Study material -
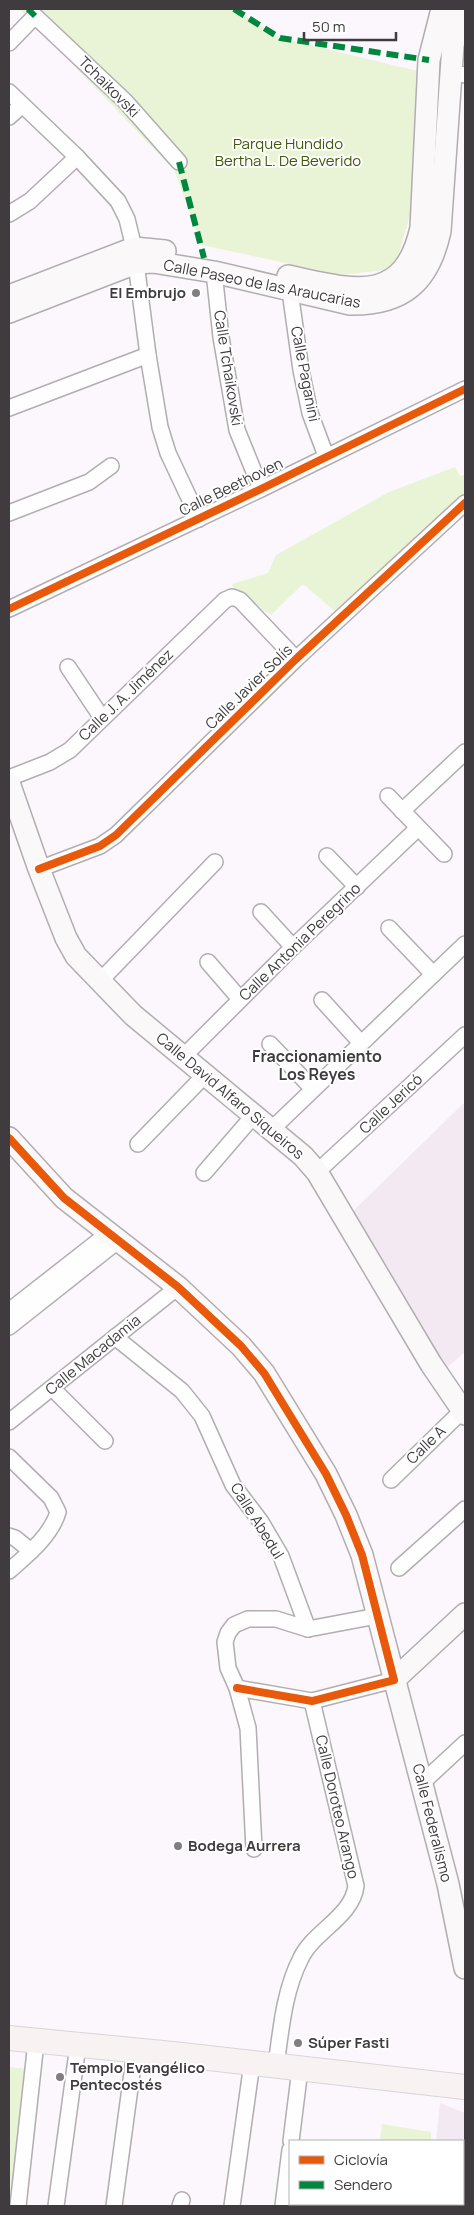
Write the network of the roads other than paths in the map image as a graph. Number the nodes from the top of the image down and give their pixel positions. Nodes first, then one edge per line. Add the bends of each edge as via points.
1 (442, 9) edge
2 (463, 9) edge
3 (9, 44) edge
4 (458, 74) edge
5 (9, 92) edge
6 (21, 106) junction
7 (9, 117) edge
8 (77, 157) junction
9 (179, 162) dead end
10 (9, 214) edge
11 (135, 256) junction
12 (214, 272) junction
13 (290, 291) junction
14 (9, 296) edge
15 (9, 312) edge
16 (148, 355) junction
17 (465, 389) edge
18 (9, 408) edge
19 (326, 456) junction
20 (111, 466) dead end
21 (261, 490) junction
22 (465, 503) edge
23 (9, 514) edge
24 (199, 519) junction
25 (10, 603) edge
26 (296, 659) junction
27 (68, 667) dead end
28 (102, 718) junction
29 (465, 752) edge
30 (9, 778) edge
31 (9, 782) edge
32 (388, 796) dead end
33 (402, 810) junction
34 (418, 828) junction
35 (444, 854) dead end
36 (327, 856) dead end
37 (215, 862) dead end
38 (39, 869) junction
39 (357, 887) junction
40 (261, 912) dead end
41 (389, 928) dead end
42 (465, 944) edge
43 (293, 947) junction
44 (208, 962) dead end
45 (433, 974) junction
46 (98, 982) junction
47 (240, 1000) junction
48 (322, 1000) dead end
49 (465, 1035) edge
50 (361, 1043) junction
51 (270, 1044) dead end
52 (183, 1057) junction
53 (205, 1075) junction
54 (313, 1089) junction
55 (255, 1114) junction
56 (272, 1129) junction
57 (9, 1138) edge
58 (138, 1144) dead end
59 (317, 1172) junction
60 (204, 1173) dead end
61 (114, 1236) junction
62 (178, 1287) junction
63 (9, 1310) edge
64 (9, 1327) edge
65 (115, 1337) junction
66 (52, 1388) junction
67 (464, 1411) edge
68 (9, 1422) edge
69 (105, 1441) dead end
70 (9, 1458) edge
71 (391, 1480) dead end
72 (465, 1509) edge
73 (9, 1536) edge
74 (31, 1551) junction
75 (399, 1568) dead end
76 (9, 1571) edge
77 (465, 1614) edge
78 (377, 1616) junction
79 (308, 1629) junction
80 (394, 1680) junction
81 (237, 1688) junction
82 (312, 1700) junction
83 (465, 1743) edge
84 (422, 1782) junction
85 (254, 1849) dead end
86 (465, 1968) edge
87 (9, 2038) edge
88 (36, 2042) junction
89 (78, 2045) junction
90 (135, 2051) junction
91 (252, 2063) junction
92 (276, 2066) junction
93 (300, 2068) junction
94 (465, 2087) edge
95 (291, 2140) edge
96 (289, 2158) edge
97 (18, 2206) edge
98 (56, 2206) edge
99 (114, 2206) edge
100 (232, 2206) edge
101 (283, 2206) edge

1 - 11 main road, Calle Paseo de las Araucarias via 429,60 421,228 417,248 408,265 396,277 379,287 356,289 155,249
2 - 4 main road, Calle Paseo de las Araucarias via 453,45
3 - 9 street, Tchaikovski via 35,16 125,101
4 - 13 main road, Calle Paseo de las Araucarias via 440,231 435,253 425,272 410,289 391,300 371,304 350,304
5 - 6 street
6 - 7 street
6 - 8 street
8 - 10 street via 30,201
8 - 11 street via 118,201 128,219
11 - 12 main road, Calle Paseo de las Araucarias via 152,262
11 - 14 main road, Calle Paseo de las Araucarias
11 - 15 main road, Calle Paseo de las Araucarias
11 - 16 street
12 - 13 main road, Calle Paseo de las Araucarias
12 - 21 street, Calle Tchaikovski via 237,430
13 - 19 street, Calle Paganini via 304,387
16 - 18 street
16 - 24 street via 160,427 168,453
17 - 19 street, Calle Beethoven
19 - 21 street, Calle Beethoven
20 - 23 street via 89,482
21 - 24 street, Calle Beethoven
22 - 26 street, Calle Javier Solís
24 - 25 street, Calle Beethoven
26 - 28 street, Calle J. A. Jiménez via 240,600 232,597 225,600
26 - 38 street, Calle Javier Solís via 116,835 100,846
27 - 28 street
28 - 30 street, Calle J. A. Jiménez via 70,750 50,762
29 - 33 street
31 - 38 main road, Calle David Alfaro Siqueiros
32 - 33 street
33 - 34 street
34 - 35 street
34 - 39 street, Calle Antonia Peregrino
36 - 39 street
37 - 46 street
38 - 46 main road, Calle David Alfaro Siqueiros via 66,938
39 - 43 street, Calle Antonia Peregrino
40 - 43 street
41 - 45 street
42 - 45 street
43 - 47 street, Calle Antonia Peregrino
44 - 47 street
45 - 50 street
46 - 52 main road, Calle David Alfaro Siqueiros
47 - 52 street, Calle Antonia Peregrino
48 - 50 street
49 - 59 street, Calle Jericó
50 - 54 street
51 - 54 street
52 - 53 main road, Calle David Alfaro Siqueiros
53 - 55 main road, Calle David Alfaro Siqueiros
53 - 58 street
54 - 56 street
55 - 56 main road, Calle David Alfaro Siqueiros
55 - 60 street
56 - 59 main road, Calle David Alfaro Siqueiros
57 - 61 main road, Calle Federalismo via 64,1198
59 - 67 main road, Calle David Alfaro Siqueiros via 431,1364
61 - 62 main road, Calle Federalismo
61 - 63 street
61 - 64 street
62 - 65 street, Calle Macadamia
62 - 78 main road, Calle Federalismo via 241,1346 264,1374 310,1449 346,1515 362,1555
65 - 66 street, Calle Macadamia
65 - 79 street, Calle Abedul via 182,1391 202,1416 234,1485 281,1556
66 - 68 street, Calle Macadamia
66 - 69 street
67 - 71 street, Calle A
70 - 74 street via 51,1498 58,1512 54,1524
72 - 75 street
73 - 74 street
74 - 76 street
77 - 80 main road
78 - 79 street
78 - 80 main road, Calle Federalismo
79 - 81 street via 276,1619 248,1619 234,1625 225,1642 228,1668
80 - 82 street
80 - 84 main road, Calle Federalismo
81 - 82 street
81 - 85 street via 248,1728
82 - 92 street, Calle Doroteo Arango via 356,1886 350,1904 317,1935 291,1980
83 - 84 street
84 - 86 main road, Calle Federalismo
87 - 88 main road
88 - 89 main road
88 - 97 street
89 - 90 main road
89 - 98 street
90 - 91 main road
90 - 99 street
91 - 92 main road
91 - 100 street
92 - 93 main road
93 - 94 main road
93 - 95 street
96 - 101 street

Exercise prompt -
Every line above is to be returned exactly, with its pictures removed.

Answer to this problem -
Write the network of the roads other than paths in the map image as a graph. Number the nodes from the top of the image down and give their pixel positions. Nodes first, then one edge per line. Add the bends of each edge as via points.
1 (442, 9) edge
2 (463, 9) edge
3 (9, 44) edge
4 (458, 74) edge
5 (9, 92) edge
6 (21, 106) junction
7 (9, 117) edge
8 (77, 157) junction
9 (179, 162) dead end
10 (9, 214) edge
11 (135, 256) junction
12 (214, 272) junction
13 (290, 291) junction
14 (9, 296) edge
15 (9, 312) edge
16 (148, 355) junction
17 (465, 389) edge
18 (9, 408) edge
19 (326, 456) junction
20 (111, 466) dead end
21 (261, 490) junction
22 (465, 503) edge
23 (9, 514) edge
24 (199, 519) junction
25 (10, 603) edge
26 (296, 659) junction
27 (68, 667) dead end
28 (102, 718) junction
29 (465, 752) edge
30 (9, 778) edge
31 (9, 782) edge
32 (388, 796) dead end
33 (402, 810) junction
34 (418, 828) junction
35 (444, 854) dead end
36 (327, 856) dead end
37 (215, 862) dead end
38 (39, 869) junction
39 (357, 887) junction
40 (261, 912) dead end
41 (389, 928) dead end
42 (465, 944) edge
43 (293, 947) junction
44 (208, 962) dead end
45 (433, 974) junction
46 (98, 982) junction
47 (240, 1000) junction
48 (322, 1000) dead end
49 (465, 1035) edge
50 (361, 1043) junction
51 (270, 1044) dead end
52 (183, 1057) junction
53 (205, 1075) junction
54 (313, 1089) junction
55 (255, 1114) junction
56 (272, 1129) junction
57 (9, 1138) edge
58 (138, 1144) dead end
59 (317, 1172) junction
60 (204, 1173) dead end
61 (114, 1236) junction
62 (178, 1287) junction
63 (9, 1310) edge
64 (9, 1327) edge
65 (115, 1337) junction
66 (52, 1388) junction
67 (464, 1411) edge
68 (9, 1422) edge
69 (105, 1441) dead end
70 (9, 1458) edge
71 (391, 1480) dead end
72 (465, 1509) edge
73 (9, 1536) edge
74 (31, 1551) junction
75 (399, 1568) dead end
76 (9, 1571) edge
77 (465, 1614) edge
78 (377, 1616) junction
79 (308, 1629) junction
80 (394, 1680) junction
81 (237, 1688) junction
82 (312, 1700) junction
83 (465, 1743) edge
84 (422, 1782) junction
85 (254, 1849) dead end
86 (465, 1968) edge
87 (9, 2038) edge
88 (36, 2042) junction
89 (78, 2045) junction
90 (135, 2051) junction
91 (252, 2063) junction
92 (276, 2066) junction
93 (300, 2068) junction
94 (465, 2087) edge
95 (291, 2140) edge
96 (289, 2158) edge
97 (18, 2206) edge
98 (56, 2206) edge
99 (114, 2206) edge
100 (232, 2206) edge
101 (283, 2206) edge

1 - 11 main road, Calle Paseo de las Araucarias via 429,60 421,228 417,248 408,265 396,277 379,287 356,289 155,249
2 - 4 main road, Calle Paseo de las Araucarias via 453,45
3 - 9 street, Tchaikovski via 35,16 125,101
4 - 13 main road, Calle Paseo de las Araucarias via 440,231 435,253 425,272 410,289 391,300 371,304 350,304
5 - 6 street
6 - 7 street
6 - 8 street
8 - 10 street via 30,201
8 - 11 street via 118,201 128,219
11 - 12 main road, Calle Paseo de las Araucarias via 152,262
11 - 14 main road, Calle Paseo de las Araucarias
11 - 15 main road, Calle Paseo de las Araucarias
11 - 16 street
12 - 13 main road, Calle Paseo de las Araucarias
12 - 21 street, Calle Tchaikovski via 237,430
13 - 19 street, Calle Paganini via 304,387
16 - 18 street
16 - 24 street via 160,427 168,453
17 - 19 street, Calle Beethoven
19 - 21 street, Calle Beethoven
20 - 23 street via 89,482
21 - 24 street, Calle Beethoven
22 - 26 street, Calle Javier Solís
24 - 25 street, Calle Beethoven
26 - 28 street, Calle J. A. Jiménez via 240,600 232,597 225,600
26 - 38 street, Calle Javier Solís via 116,835 100,846
27 - 28 street
28 - 30 street, Calle J. A. Jiménez via 70,750 50,762
29 - 33 street
31 - 38 main road, Calle David Alfaro Siqueiros
32 - 33 street
33 - 34 street
34 - 35 street
34 - 39 street, Calle Antonia Peregrino
36 - 39 street
37 - 46 street
38 - 46 main road, Calle David Alfaro Siqueiros via 66,938
39 - 43 street, Calle Antonia Peregrino
40 - 43 street
41 - 45 street
42 - 45 street
43 - 47 street, Calle Antonia Peregrino
44 - 47 street
45 - 50 street
46 - 52 main road, Calle David Alfaro Siqueiros
47 - 52 street, Calle Antonia Peregrino
48 - 50 street
49 - 59 street, Calle Jericó
50 - 54 street
51 - 54 street
52 - 53 main road, Calle David Alfaro Siqueiros
53 - 55 main road, Calle David Alfaro Siqueiros
53 - 58 street
54 - 56 street
55 - 56 main road, Calle David Alfaro Siqueiros
55 - 60 street
56 - 59 main road, Calle David Alfaro Siqueiros
57 - 61 main road, Calle Federalismo via 64,1198
59 - 67 main road, Calle David Alfaro Siqueiros via 431,1364
61 - 62 main road, Calle Federalismo
61 - 63 street
61 - 64 street
62 - 65 street, Calle Macadamia
62 - 78 main road, Calle Federalismo via 241,1346 264,1374 310,1449 346,1515 362,1555
65 - 66 street, Calle Macadamia
65 - 79 street, Calle Abedul via 182,1391 202,1416 234,1485 281,1556
66 - 68 street, Calle Macadamia
66 - 69 street
67 - 71 street, Calle A
70 - 74 street via 51,1498 58,1512 54,1524
72 - 75 street
73 - 74 street
74 - 76 street
77 - 80 main road
78 - 79 street
78 - 80 main road, Calle Federalismo
79 - 81 street via 276,1619 248,1619 234,1625 225,1642 228,1668
80 - 82 street
80 - 84 main road, Calle Federalismo
81 - 82 street
81 - 85 street via 248,1728
82 - 92 street, Calle Doroteo Arango via 356,1886 350,1904 317,1935 291,1980
83 - 84 street
84 - 86 main road, Calle Federalismo
87 - 88 main road
88 - 89 main road
88 - 97 street
89 - 90 main road
89 - 98 street
90 - 91 main road
90 - 99 street
91 - 92 main road
91 - 100 street
92 - 93 main road
93 - 94 main road
93 - 95 street
96 - 101 street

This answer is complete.